__Aim of the exercise__
Go through the material and copy every line in which "HILL" appears.
=== Begin Enclosure ===
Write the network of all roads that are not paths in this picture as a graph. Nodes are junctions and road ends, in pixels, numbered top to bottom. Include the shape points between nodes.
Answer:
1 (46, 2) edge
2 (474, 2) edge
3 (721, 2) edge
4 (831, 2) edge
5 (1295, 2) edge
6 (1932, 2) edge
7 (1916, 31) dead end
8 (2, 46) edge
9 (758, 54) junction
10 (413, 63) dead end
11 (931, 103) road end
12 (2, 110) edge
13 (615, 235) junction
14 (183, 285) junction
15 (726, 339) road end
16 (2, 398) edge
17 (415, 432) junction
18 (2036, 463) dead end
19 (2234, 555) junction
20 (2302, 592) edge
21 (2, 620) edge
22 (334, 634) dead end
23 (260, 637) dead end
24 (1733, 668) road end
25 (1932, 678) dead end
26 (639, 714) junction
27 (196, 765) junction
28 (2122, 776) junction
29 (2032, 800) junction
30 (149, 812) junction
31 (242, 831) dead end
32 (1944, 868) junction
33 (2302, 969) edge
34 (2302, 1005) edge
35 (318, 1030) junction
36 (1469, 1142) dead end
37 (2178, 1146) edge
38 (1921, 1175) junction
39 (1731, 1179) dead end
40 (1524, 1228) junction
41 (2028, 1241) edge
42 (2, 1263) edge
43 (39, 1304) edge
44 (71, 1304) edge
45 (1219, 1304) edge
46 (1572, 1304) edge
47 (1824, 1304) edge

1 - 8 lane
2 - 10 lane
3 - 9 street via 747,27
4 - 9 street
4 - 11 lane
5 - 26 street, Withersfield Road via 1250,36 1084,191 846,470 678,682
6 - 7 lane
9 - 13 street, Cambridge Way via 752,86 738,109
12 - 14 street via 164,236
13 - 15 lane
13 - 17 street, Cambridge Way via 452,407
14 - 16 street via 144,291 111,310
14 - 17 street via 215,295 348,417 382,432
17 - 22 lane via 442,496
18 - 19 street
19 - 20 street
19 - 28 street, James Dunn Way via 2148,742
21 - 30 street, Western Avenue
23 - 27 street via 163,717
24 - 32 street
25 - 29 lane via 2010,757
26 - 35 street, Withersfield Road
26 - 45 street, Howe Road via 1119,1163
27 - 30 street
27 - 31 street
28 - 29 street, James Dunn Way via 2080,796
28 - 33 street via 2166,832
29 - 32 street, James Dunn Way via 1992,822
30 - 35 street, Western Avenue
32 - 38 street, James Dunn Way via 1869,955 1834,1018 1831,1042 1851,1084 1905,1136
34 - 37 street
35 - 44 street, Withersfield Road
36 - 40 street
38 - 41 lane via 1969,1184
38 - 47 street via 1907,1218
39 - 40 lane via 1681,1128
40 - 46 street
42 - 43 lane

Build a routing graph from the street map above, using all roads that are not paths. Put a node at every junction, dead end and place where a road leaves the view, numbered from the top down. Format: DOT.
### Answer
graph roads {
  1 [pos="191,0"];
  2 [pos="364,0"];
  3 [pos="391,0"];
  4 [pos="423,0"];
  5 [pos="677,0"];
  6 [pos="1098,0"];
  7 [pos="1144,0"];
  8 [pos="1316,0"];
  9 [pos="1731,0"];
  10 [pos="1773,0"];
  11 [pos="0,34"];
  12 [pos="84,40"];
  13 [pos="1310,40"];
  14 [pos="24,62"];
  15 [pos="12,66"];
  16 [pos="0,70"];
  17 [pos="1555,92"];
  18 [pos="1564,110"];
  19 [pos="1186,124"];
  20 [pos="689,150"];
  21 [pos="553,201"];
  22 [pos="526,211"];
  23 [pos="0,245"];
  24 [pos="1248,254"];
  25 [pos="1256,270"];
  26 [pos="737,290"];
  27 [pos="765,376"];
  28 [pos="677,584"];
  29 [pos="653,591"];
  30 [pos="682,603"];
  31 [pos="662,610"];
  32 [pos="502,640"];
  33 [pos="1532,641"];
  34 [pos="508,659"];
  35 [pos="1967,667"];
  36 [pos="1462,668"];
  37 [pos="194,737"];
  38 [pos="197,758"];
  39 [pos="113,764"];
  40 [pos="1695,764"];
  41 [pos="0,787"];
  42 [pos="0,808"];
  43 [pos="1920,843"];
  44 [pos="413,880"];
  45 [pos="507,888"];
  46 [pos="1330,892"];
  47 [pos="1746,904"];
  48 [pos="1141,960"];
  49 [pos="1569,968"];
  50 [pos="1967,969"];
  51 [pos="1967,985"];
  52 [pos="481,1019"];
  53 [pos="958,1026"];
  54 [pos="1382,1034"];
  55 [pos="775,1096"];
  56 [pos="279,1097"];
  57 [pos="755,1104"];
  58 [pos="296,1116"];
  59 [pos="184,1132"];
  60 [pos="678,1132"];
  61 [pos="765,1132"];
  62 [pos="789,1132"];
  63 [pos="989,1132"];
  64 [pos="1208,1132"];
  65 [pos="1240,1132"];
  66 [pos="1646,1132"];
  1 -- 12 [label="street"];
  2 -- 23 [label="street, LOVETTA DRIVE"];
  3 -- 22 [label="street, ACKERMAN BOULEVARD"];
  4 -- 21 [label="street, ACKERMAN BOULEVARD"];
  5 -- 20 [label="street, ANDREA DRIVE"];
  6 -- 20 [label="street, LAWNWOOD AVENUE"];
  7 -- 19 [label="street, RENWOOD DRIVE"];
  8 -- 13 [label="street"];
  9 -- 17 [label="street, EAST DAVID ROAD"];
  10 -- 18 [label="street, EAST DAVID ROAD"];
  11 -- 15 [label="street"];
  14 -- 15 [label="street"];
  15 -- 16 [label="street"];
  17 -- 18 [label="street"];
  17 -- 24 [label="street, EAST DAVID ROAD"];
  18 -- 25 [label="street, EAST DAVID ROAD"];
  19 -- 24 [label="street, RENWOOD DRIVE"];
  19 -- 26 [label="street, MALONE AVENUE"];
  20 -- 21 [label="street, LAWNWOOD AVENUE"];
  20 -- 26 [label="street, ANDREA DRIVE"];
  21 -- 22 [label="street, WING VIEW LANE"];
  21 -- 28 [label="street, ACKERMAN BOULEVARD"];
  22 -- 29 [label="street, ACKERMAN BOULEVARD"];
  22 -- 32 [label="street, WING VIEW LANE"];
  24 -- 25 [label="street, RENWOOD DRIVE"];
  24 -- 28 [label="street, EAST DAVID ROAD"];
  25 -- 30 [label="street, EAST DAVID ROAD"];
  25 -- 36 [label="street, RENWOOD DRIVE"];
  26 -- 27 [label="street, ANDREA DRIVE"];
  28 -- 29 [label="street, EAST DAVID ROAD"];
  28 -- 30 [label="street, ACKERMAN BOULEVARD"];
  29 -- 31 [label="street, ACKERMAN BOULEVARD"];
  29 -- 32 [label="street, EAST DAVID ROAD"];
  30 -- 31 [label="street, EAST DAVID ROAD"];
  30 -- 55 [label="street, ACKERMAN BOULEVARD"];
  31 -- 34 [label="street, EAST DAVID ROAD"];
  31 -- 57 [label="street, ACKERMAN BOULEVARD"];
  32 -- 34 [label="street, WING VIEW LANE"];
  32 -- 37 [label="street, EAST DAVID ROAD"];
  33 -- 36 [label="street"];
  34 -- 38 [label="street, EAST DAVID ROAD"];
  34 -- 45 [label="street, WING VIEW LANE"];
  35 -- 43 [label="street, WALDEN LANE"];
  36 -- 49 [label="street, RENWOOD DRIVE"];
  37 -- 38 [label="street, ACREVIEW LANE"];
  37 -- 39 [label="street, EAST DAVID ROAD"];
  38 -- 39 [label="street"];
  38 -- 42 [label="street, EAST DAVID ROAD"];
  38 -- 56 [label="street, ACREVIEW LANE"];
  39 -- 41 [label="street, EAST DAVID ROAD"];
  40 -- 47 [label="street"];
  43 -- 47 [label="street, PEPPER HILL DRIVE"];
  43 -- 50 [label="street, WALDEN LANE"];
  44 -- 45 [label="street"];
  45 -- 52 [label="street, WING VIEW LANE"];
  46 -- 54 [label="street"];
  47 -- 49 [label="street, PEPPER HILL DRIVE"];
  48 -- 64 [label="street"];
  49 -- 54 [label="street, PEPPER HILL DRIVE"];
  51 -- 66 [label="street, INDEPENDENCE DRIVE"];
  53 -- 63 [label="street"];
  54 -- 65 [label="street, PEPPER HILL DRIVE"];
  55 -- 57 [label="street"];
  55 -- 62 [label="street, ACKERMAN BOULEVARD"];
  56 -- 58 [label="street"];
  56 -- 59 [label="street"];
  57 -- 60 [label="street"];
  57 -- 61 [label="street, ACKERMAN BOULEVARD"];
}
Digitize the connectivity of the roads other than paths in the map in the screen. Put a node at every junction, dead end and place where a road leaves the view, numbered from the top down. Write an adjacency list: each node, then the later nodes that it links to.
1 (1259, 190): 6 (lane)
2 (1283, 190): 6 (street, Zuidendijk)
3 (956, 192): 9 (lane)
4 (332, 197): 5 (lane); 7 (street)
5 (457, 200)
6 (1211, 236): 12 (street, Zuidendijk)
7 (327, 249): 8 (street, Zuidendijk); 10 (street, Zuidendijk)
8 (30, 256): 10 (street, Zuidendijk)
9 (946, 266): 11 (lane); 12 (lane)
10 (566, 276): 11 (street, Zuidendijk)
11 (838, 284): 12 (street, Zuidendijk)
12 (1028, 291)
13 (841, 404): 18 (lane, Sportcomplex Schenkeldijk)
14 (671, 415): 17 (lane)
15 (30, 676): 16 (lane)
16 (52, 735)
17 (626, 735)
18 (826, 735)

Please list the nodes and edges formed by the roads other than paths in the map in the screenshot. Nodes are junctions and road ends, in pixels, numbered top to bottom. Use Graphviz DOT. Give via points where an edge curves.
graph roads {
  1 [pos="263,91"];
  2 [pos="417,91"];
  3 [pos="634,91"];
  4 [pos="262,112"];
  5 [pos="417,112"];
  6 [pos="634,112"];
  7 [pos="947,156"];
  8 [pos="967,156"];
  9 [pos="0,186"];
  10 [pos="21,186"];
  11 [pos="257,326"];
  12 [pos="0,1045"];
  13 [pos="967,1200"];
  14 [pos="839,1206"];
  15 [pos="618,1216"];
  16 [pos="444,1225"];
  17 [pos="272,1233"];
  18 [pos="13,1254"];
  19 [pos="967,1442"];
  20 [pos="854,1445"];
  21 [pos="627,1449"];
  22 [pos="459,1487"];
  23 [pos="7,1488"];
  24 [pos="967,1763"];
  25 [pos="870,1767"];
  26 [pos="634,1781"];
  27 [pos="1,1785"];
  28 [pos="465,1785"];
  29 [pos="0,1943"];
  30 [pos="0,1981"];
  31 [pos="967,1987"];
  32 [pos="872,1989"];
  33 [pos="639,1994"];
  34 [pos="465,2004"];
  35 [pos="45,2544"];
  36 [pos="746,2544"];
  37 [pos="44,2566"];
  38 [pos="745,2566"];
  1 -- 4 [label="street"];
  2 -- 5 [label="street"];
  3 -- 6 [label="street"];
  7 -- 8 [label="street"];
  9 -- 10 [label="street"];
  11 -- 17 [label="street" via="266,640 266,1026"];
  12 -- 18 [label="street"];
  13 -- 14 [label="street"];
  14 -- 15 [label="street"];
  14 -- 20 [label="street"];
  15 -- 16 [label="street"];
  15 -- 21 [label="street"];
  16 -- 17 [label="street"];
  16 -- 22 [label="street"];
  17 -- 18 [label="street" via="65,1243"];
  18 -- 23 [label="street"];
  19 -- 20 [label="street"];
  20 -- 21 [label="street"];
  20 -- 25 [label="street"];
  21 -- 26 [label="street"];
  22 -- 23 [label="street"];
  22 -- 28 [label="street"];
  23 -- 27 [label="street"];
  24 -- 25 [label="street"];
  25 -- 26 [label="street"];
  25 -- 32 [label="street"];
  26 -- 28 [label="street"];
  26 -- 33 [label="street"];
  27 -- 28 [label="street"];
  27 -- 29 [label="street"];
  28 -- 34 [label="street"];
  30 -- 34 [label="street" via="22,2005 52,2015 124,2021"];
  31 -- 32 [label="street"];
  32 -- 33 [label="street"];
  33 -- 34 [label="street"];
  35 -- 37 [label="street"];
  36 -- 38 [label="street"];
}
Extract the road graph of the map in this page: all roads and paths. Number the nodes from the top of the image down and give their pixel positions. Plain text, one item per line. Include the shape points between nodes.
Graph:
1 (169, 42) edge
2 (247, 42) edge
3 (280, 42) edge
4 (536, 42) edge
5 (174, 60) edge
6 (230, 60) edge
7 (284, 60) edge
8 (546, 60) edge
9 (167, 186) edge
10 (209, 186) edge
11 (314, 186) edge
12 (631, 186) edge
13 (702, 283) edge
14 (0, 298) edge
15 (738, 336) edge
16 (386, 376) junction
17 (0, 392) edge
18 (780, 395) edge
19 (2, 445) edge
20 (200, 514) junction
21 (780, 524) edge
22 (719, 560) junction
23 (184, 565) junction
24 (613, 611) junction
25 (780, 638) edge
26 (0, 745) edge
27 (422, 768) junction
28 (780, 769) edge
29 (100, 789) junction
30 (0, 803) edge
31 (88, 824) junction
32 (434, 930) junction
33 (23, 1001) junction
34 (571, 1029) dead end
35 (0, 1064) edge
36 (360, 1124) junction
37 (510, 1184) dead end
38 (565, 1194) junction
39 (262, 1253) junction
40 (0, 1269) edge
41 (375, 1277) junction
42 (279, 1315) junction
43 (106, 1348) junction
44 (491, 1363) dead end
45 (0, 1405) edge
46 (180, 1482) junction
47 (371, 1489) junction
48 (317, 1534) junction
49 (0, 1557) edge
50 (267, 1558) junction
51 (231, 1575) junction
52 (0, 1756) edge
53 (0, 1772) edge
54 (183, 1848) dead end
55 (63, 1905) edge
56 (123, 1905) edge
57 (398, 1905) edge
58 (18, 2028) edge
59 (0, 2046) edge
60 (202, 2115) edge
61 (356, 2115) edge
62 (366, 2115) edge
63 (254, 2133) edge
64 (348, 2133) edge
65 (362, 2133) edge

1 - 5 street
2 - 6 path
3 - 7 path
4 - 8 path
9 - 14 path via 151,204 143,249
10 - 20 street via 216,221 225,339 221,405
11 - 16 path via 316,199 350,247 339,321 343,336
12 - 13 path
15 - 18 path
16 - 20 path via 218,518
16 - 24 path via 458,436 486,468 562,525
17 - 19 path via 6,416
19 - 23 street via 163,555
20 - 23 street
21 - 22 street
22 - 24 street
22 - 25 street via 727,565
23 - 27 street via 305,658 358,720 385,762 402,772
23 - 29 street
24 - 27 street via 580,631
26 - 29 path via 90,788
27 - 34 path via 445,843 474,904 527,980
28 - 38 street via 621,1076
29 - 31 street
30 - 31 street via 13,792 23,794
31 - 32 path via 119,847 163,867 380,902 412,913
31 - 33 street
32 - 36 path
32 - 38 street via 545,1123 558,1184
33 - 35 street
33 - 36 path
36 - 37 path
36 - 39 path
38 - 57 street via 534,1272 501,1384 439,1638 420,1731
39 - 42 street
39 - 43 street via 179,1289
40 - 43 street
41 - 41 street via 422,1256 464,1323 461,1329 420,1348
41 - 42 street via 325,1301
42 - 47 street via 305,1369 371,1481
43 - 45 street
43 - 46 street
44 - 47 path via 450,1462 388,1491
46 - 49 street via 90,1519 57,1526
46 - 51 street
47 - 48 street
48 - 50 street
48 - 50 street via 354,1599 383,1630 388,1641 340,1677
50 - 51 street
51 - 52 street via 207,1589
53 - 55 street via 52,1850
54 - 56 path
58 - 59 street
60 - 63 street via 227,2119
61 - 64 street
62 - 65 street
=== End Enclosure ===
__Result of the task__
  43 -- 47 [label="street, PEPPER HILL DRIVE"];
  47 -- 49 [label="street, PEPPER HILL DRIVE"];
  49 -- 54 [label="street, PEPPER HILL DRIVE"];
  54 -- 65 [label="street, PEPPER HILL DRIVE"];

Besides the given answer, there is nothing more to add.